Я читал, и из этих слов вырастали "Скифы". Как же я раньше не знал!.. Я с удивлением открывал для себя явную связь строк с жизнью. С далеким восемнадцатым годом, с годом нынешним. Недаром поэта называли провидцем. Я как бы прикоснулся к его жизни. Слова навсегда оставались в моей памяти.

"Едва моя невеста стала моей женой, лиловые миры первой революции захватили нас и вовлекли в водоворот".

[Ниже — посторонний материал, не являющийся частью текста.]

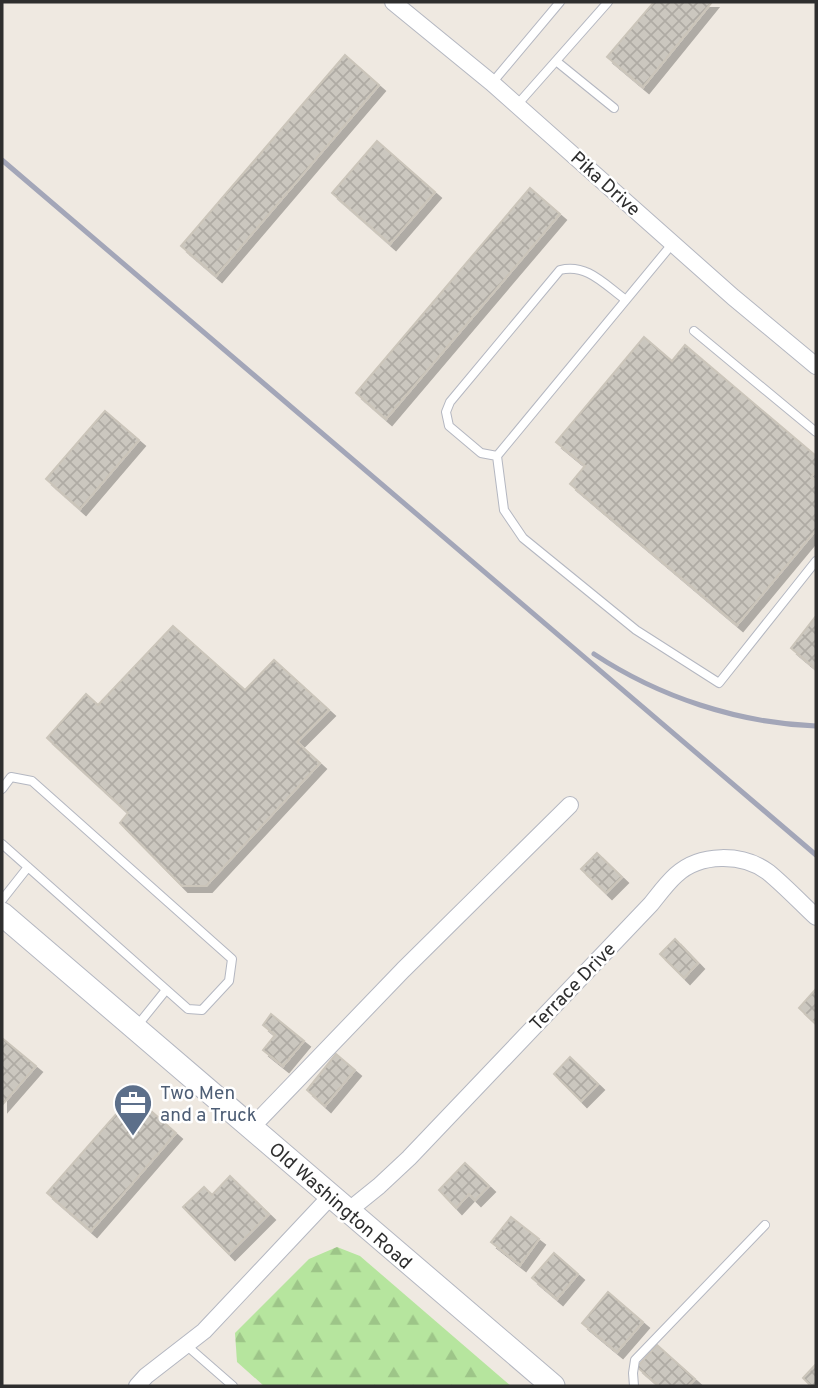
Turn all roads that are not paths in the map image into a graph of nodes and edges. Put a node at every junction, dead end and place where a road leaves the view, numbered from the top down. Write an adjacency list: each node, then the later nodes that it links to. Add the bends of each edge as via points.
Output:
1 (393, 2): 5 (street, Pika Drive)
2 (560, 2): 5 (lane)
3 (608, 2): 4 (lane)
4 (556, 61): 6 (lane); 7 (lane)
5 (492, 83): 6 (street, Pika Drive)
6 (517, 105): 8 (street, Pika Drive)
7 (614, 108)
8 (673, 243): 9 (lane); 11 (street, Pika Drive)
9 (625, 300): 13 (lane); 13 (lane, via 586,270 560,270 450,402 446,412 449,426 481,453)
10 (694, 331): 12 (lane)
11 (816, 366)
12 (816, 432)
13 (497, 456): 14 (lane, via 504,510 523,538 636,630 719,683)
14 (816, 561)
15 (2, 789): 22 (lane, via 11,777 32,781 232,958 229,981 202,1010 188,1009)
16 (570, 805): 24 (street)
17 (2, 844): 18 (lane)
18 (28, 867): 19 (lane); 22 (lane)
19 (2, 900)
20 (2, 914): 23 (main road, Old Washington Road)
21 (816, 917): 25 (street, Terrace Drive, via 762,869 729,859 703,859 690,865 409,1158 379,1186)
22 (166, 990): 23 (lane)
23 (135, 1028): 24 (main road, Old Washington Road)
24 (251, 1128): 25 (main road, Old Washington Road)
25 (339, 1203): 27 (street, Terrace Drive); 30 (main road, Old Washington Road)
26 (765, 1225): 31 (lane, via 635,1360)
27 (186, 1345): 28 (street, Terrace Drive); 29 (lane)
28 (137, 1386)
29 (233, 1386)
30 (553, 1386)
31 (635, 1386)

В памятном восемнадцатом году - письмо Маяковскому. И я теперь пытался понять его, пока в прикрытых моих глазах бежали строки:

"Не так, товарищ! Не меньше, чем вы, ненавижу Зимний дворец и музеи. Но разрушение так же старо, как строительство, и так же традиционно, как оно. Разрушая постылое, мы так же скучаем и зеваем, как тогда, когда смотрели на его постройку. Зуб истории гораздо ядовитее, чем вы думаете, проклятия времени не избыть. Ваш крик - все еще только крик боли, а не радости. Разрушая, мы все те же еще рабы старого мира: нарушение традиций - та же традиция. Над нами - большее проклятье - мы не можем не спать, мы не можем не есть. Одни будут строить, другие разрушать, ибо "всему свое время под солнцем", но все будут рабами, пока не явится третье, равно непохожее на строительство и на разрушение".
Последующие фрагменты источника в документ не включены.